In a nutshell, Whiteman says today’s enterprise-level IP solutions are being driven by selection criteria for VMS capabilities and at the top of the list is the IP camera. Everything else in an IP solution flows from there.
“It’s important for us as a component of the overall solution to have a strong partner that we have a tight integration with on the VMS side. From that perspective, DVTel being one of the early pioneers and global leaders in IP solutions has an awful lot on the ball when it comes to products and capabilities that make us even more valuable,” says Whiteman.
So what will become of ioimage? The decision has been made, so says Whiteman, to maintain the brand and products indefinitely. “We have actually been working for months on several projects that include integration with their VMS platform and the future steps in the roadmap are taking our analytics and embedding it into their full line of IP cameras.”
Despite the many factors that have conspired to hinder market penetration of video analytics (high false alarm rates, limited success stories, recession, among others), Whiteman says a wider variety of end users will increasingly see value in the technology.
Small to midsize integrators take notice. All things considered, Whiteman foresees continued growth in video analytics applications in such smaller markets as schools and universities, car dealerships, high-end residences and other uses for remote video monitoring.

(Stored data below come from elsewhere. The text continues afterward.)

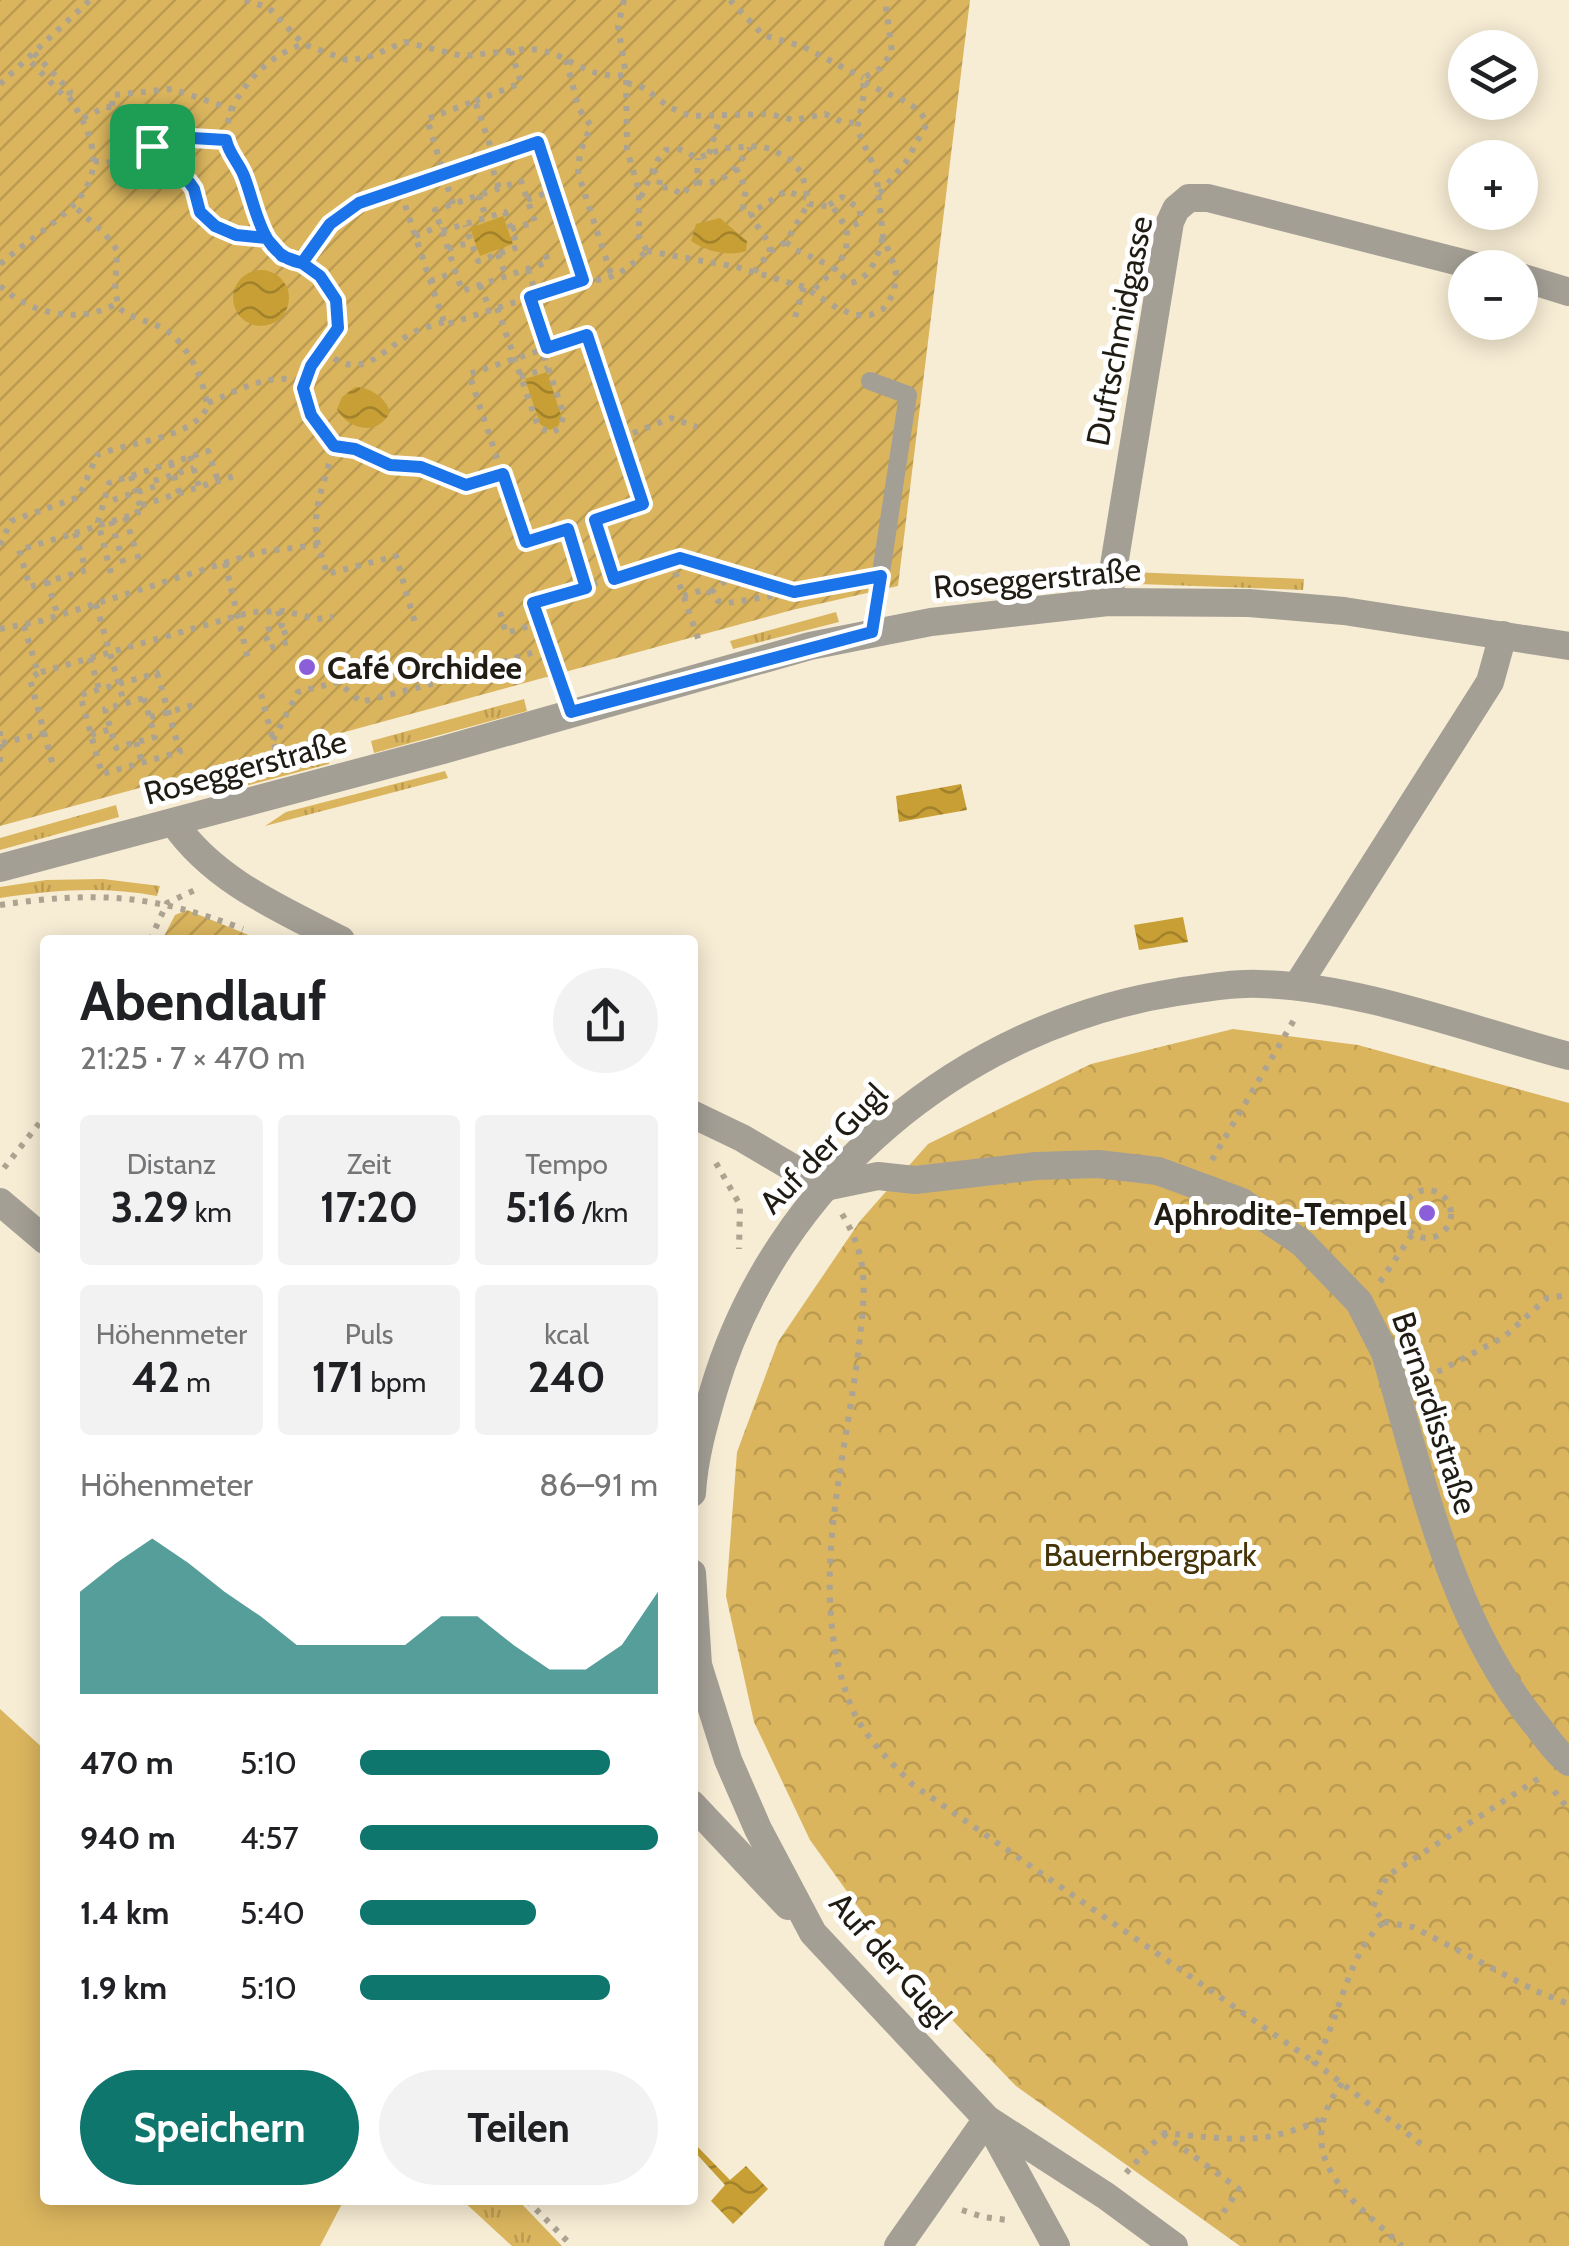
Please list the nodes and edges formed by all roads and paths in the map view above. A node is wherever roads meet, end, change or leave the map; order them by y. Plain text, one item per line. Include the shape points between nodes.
1 (90, 0) edge
2 (246, 0) edge
3 (624, 0) edge
4 (730, 0) edge
5 (886, 0) edge
6 (303, 44) junction
7 (511, 51) junction
8 (31, 56) junction
9 (565, 59) junction
10 (627, 79) junction
11 (863, 80) junction
12 (0, 84) edge
13 (475, 102) junction
14 (112, 106) junction
15 (232, 109) junction
16 (720, 117) junction
17 (83, 118) junction
18 (858, 123) junction
19 (226, 140) junction
20 (751, 147) junction
21 (150, 149) junction
22 (709, 155) junction
23 (492, 158) junction
24 (698, 158) junction
25 (94, 161) junction
26 (736, 168) junction
27 (653, 170) junction
28 (444, 173) junction
29 (697, 182) junction
30 (400, 188) junction
31 (499, 188) junction
32 (554, 190) junction
33 (878, 194) junction
34 (479, 195) junction
35 (640, 198) junction
36 (527, 200) junction
37 (807, 201) junction
38 (454, 204) junction
39 (829, 205) junction
40 (75, 206) junction
41 (751, 213) junction
42 (486, 218) junction
43 (465, 226) junction
44 (441, 229) junction
45 (511, 229) junction
46 (847, 229) junction
47 (415, 236) junction
48 (883, 236) junction
49 (266, 238) junction
50 (471, 242) junction
51 (786, 242) junction
52 (448, 249) junction
53 (647, 251) junction
54 (545, 252) dead end
55 (770, 252) junction
56 (498, 254) junction
57 (1448, 259) edge
58 (302, 263) junction
59 (0, 264) edge
60 (528, 268) junction
61 (834, 269) junction
62 (456, 272) junction
63 (754, 272) junction
64 (506, 276) junction
65 (612, 277) junction
66 (583, 280) junction
67 (430, 282) junction
68 (1538, 283) edge
69 (480, 284) junction
70 (0, 286) edge
71 (808, 288) junction
72 (1569, 292) edge
73 (533, 296) junction
74 (116, 304) junction
75 (494, 309) junction
76 (795, 318) dead end
77 (444, 322) junction
78 (544, 349) junction
79 (324, 350) junction
80 (514, 359) junction
81 (548, 368) junction
82 (520, 377) junction
83 (304, 381) junction
84 (870, 381) dead end
85 (208, 403) junction
86 (697, 426) dead end
87 (621, 438) junction
88 (334, 446) junction
89 (190, 456) junction
90 (171, 462) junction
91 (194, 468) junction
92 (151, 469) junction
93 (503, 474) junction
94 (174, 475) junction
95 (131, 476) junction
96 (234, 476) dead end
97 (218, 481) junction
98 (155, 484) junction
99 (199, 487) junction
100 (136, 492) junction
101 (179, 493) junction
102 (109, 499) junction
103 (160, 500) junction
104 (138, 506) junction
105 (125, 517) junction
106 (595, 520) junction
107 (111, 521) junction
108 (98, 526) junction
109 (568, 529) junction
110 (75, 533) junction
111 (0, 545) edge
112 (318, 545) junction
113 (671, 560) junction
114 (140, 563) dead end
115 (225, 563) junction
116 (125, 568) dead end
117 (731, 572) junction
118 (111, 573) dead end
119 (881, 576) junction
120 (614, 579) junction
121 (47, 581) junction
122 (586, 588) junction
123 (711, 592) junction
124 (794, 592) junction
125 (683, 596) junction
126 (1108, 602) junction
127 (96, 604) junction
128 (278, 611) junction
129 (500, 612) dead end
130 (236, 615) junction
131 (58, 616) junction
132 (333, 617) dead end
133 (415, 623) dead end
134 (539, 623) junction
135 (282, 624) dead end
136 (24, 626) junction
137 (0, 629) edge
138 (872, 632) junction
139 (1503, 635) junction
140 (701, 644) dead end
141 (1569, 646) edge
142 (547, 648) junction
143 (110, 652) junction
144 (90, 658) junction
145 (248, 659) dead end
146 (38, 673) junction
147 (118, 684) junction
148 (99, 689) junction
149 (261, 694) dead end
150 (124, 703) junction
151 (194, 705) dead end
152 (168, 712) junction
153 (571, 712) junction
154 (150, 717) junction
155 (111, 729) junction
156 (0, 731) edge
157 (45, 733) junction
158 (91, 735) junction
159 (273, 740) junction
160 (136, 742) junction
161 (2, 744) edge
162 (278, 758) dead end
163 (0, 762) edge
164 (142, 763) junction
165 (54, 766) dead end
166 (174, 823) junction
167 (0, 868) edge
168 (167, 902) junction
169 (0, 904) edge
170 (254, 933) dead end
171 (152, 935) edge
172 (331, 935) edge
173 (1296, 986) junction
174 (1295, 1019) dead end
175 (1569, 1056) edge
176 (698, 1117) edge
177 (40, 1122) edge
178 (704, 1157) dead end
179 (4, 1168) dead end
180 (1198, 1185) junction
181 (825, 1187) junction
182 (0, 1202) edge
183 (1413, 1233) junction
184 (40, 1236) edge
185 (737, 1255) dead end
186 (1569, 1295) edge
187 (1359, 1302) junction
188 (1397, 1392) junction
189 (698, 1458) edge
190 (698, 1677) edge
191 (1569, 1762) edge
192 (1542, 1776) dead end
193 (698, 1810) edge
194 (1384, 1922) junction
195 (813, 1933) junction
196 (1569, 2004) edge
197 (1314, 2062) junction
198 (1342, 2083) junction
199 (1321, 2119) junction
200 (987, 2120) junction
201 (1162, 2133) junction
202 (1421, 2144) dead end
203 (1122, 2177) dead end
204 (531, 2205) edge
205 (1223, 2213) dead end
206 (1014, 2219) dead end
207 (952, 2222) dead end
208 (572, 2246) edge
209 (898, 2246) edge
210 (1056, 2246) edge
211 (1174, 2246) edge
212 (1402, 2246) edge

1 - 8 path
2 - 6 path via 270,8
3 - 10 path via 618,26
4 - 11 path via 764,35 804,47
5 - 11 path via 892,52
6 - 7 path via 346,60 406,42 462,56
6 - 15 path via 271,61
7 - 9 path via 542,48
7 - 13 path via 522,83
8 - 12 path
8 - 17 path via 70,91
9 - 10 path
9 - 65 path via 579,109 591,126 578,173
10 - 16 path via 682,114
10 - 35 path via 627,150
11 - 18 path
11 - 33 path via 913,104 927,123
13 - 23 path
13 - 28 path via 427,120
14 - 15 path via 113,95 161,87
14 - 17 path
14 - 21 path via 131,115
15 - 19 path
16 - 18 path via 794,120 824,114
16 - 22 path
17 - 25 path
18 - 33 path
19 - 21 path via 175,137
19 - 49 path
20 - 22 path
20 - 26 path
20 - 37 path via 771,149 796,166
21 - 25 path via 118,161
21 - 49 path via 189,182 200,212 215,226
22 - 24 path
23 - 28 path
23 - 31 path
23 - 32 path via 538,142
24 - 27 path via 666,150
24 - 29 path
25 - 40 path
26 - 29 path via 721,180
26 - 41 path via 746,189 743,209
27 - 29 path via 661,190 684,195
27 - 35 path
28 - 30 path
28 - 38 path
30 - 47 path
30 - 58 path via 336,217
31 - 34 path
31 - 36 path via 520,181
32 - 36 path
32 - 66 path
33 - 48 path
34 - 38 path
34 - 42 path
35 - 53 path via 638,232
36 - 45 path via 534,222
37 - 39 path
37 - 41 path via 786,191
37 - 51 path
38 - 44 path via 435,210
39 - 46 path
39 - 46 path via 842,197 860,208 860,222
40 - 59 path
40 - 74 path via 117,250
41 - 55 path
42 - 43 path
42 - 45 path via 505,212
43 - 44 path
43 - 50 path
44 - 47 path
44 - 52 path
45 - 56 path via 518,247
46 - 61 path via 846,251
47 - 67 path
48 - 61 path via 864,278 852,283
48 - 71 path via 896,279 882,310 855,316
49 - 58 path via 282,256
50 - 52 path
50 - 56 path via 478,261
51 - 55 path
51 - 61 path
52 - 62 path
53 - 63 path
53 - 65 path
54 - 60 path via 548,262
55 - 63 path
56 - 64 path
57 - 126 street, Duftschmidgasse via 1208,198 1190,198 1176,210
58 - 79 path via 326,284 338,307 338,328
60 - 64 path
60 - 73 path
61 - 71 path
62 - 67 path
62 - 69 path via 462,291
63 - 71 path
64 - 69 path
65 - 66 path
66 - 73 path
67 - 77 path
68 - 72 street
69 - 75 path
70 - 74 path via 23,303 66,315
71 - 76 path
73 - 75 path
73 - 78 path
74 - 85 path via 180,343
75 - 77 path
75 - 80 path
77 - 79 path via 414,332 360,366 341,364
78 - 80 path
78 - 81 path
78 - 87 path via 587,335
79 - 83 path
80 - 82 path
80 - 93 path via 469,374
81 - 82 path
81 - 82 path via 564,415 554,432 538,426
83 - 85 path via 255,381
83 - 88 path via 308,408
84 - 119 lane via 908,395
85 - 111 path via 200,420 186,428 97,455 79,497 11,521
86 - 87 path via 671,418
87 - 106 path via 643,504
88 - 93 path via 466,485
88 - 112 path via 320,490
89 - 90 path
89 - 91 path
89 - 97 path via 208,451
90 - 92 path
90 - 94 path
91 - 94 path
91 - 99 path
92 - 95 path
92 - 98 path
93 - 109 path via 526,542
94 - 98 path
94 - 101 path
95 - 100 path
95 - 102 path via 108,483
96 - 97 path
97 - 99 path
98 - 100 path
98 - 103 path
99 - 101 path
100 - 102 path
100 - 104 path
101 - 103 path
102 - 104 path
102 - 108 path
103 - 104 path
104 - 105 path via 138,513
105 - 107 path
105 - 114 path
106 - 109 path
106 - 120 path
107 - 108 path
107 - 116 path
108 - 110 path
108 - 118 path
109 - 122 path
110 - 121 path via 86,570
110 - 121 path via 19,550 30,587
112 - 115 path via 275,548
112 - 133 path via 327,574 396,556
113 - 117 path
113 - 120 path
113 - 125 path
115 - 127 path
115 - 130 path
117 - 123 path
117 - 124 path
119 - 124 path
119 - 138 lane
120 - 122 path
121 - 131 path
122 - 134 path via 533,603
123 - 124 path via 728,603
123 - 125 path
125 - 140 path
126 - 138 street, Roseggerstraße
126 - 139 street, Roseggerstraße via 1249,603
127 - 131 path
127 - 143 path
128 - 130 path
128 - 132 path
128 - 135 path
129 - 134 path via 506,632
130 - 143 path
130 - 145 path
131 - 136 path
134 - 142 path
136 - 137 path
136 - 146 path
138 - 153 street, Roseggerstraße
139 - 141 street, Roseggerstraße
139 - 173 street via 1490,682
142 - 153 path
142 - 159 path via 361,702 338,682 298,692
143 - 144 path
143 - 147 path
144 - 146 path
144 - 148 path
146 - 157 path via 30,679
147 - 148 path
147 - 150 path
147 - 152 path via 157,672
148 - 158 path via 80,694
149 - 159 path
150 - 154 path via 144,698
150 - 155 path via 105,709
151 - 152 path
152 - 154 path
152 - 164 path via 180,752
153 - 166 street, Roseggerstraße
154 - 160 path via 155,737
155 - 158 path
155 - 160 path via 116,748
156 - 161 path
157 - 161 path
157 - 165 path
158 - 164 path via 102,774
159 - 162 path
160 - 164 path
161 - 163 path
166 - 167 street, Roseggerstraße
166 - 172 street via 208,863
168 - 169 path via 105,894
168 - 170 path
168 - 171 path
173 - 175 street, Auf der Gugl
173 - 181 street, Auf der Gugl via 1256,984 1138,998 1036,1032 926,1093
174 - 180 path
176 - 181 street
177 - 179 path
178 - 185 path via 716,1163 740,1205
180 - 181 street, Bernardisstraße via 1158,1171 1098,1164 915,1180 878,1176
180 - 187 street, Bernardisstraße via 1272,1221 1330,1268
181 - 189 street, Auf der Gugl via 766,1266 740,1320
181 - 197 path via 864,1261 830,1574 832,1643 852,1710 912,1784
182 - 184 street
183 - 183 path via 1431,1238 1446,1229 1451,1210 1441,1195 1423,1191 1409,1199 1404,1217
183 - 187 path
186 - 188 path via 1547,1298 1504,1337
187 - 188 street, Bernardisstraße
188 - 191 street, Bernardisstraße via 1452,1573 1487,1649 1518,1703
190 - 195 street, Auf der Gugl via 758,1828
192 - 194 path via 1388,1876 1373,1906
193 - 195 street
194 - 196 path via 1414,1928
194 - 197 path via 1366,1940
195 - 200 street, Auf der Gugl
197 - 198 path
198 - 199 path
198 - 202 path
199 - 201 path via 1265,2138
199 - 212 path via 1327,2168
200 - 209 street
200 - 210 street
200 - 211 street, Auf der Gugl
201 - 203 path
201 - 205 path via 1239,2189
204 - 208 path
206 - 207 path via 962,2209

“An awful lot of what happened in the first few years was misapplication of the video analytics technology and misunderstanding by the integrators that were deploying it,” Whiteman says. “Today we’re reaching that tipping point where IP solutions are becoming more and more prevalent. The acceptance of video analytics, after all of the hype and all of the early disappointment, [is being realized] now and most providers are putting forth a viable analytic product.”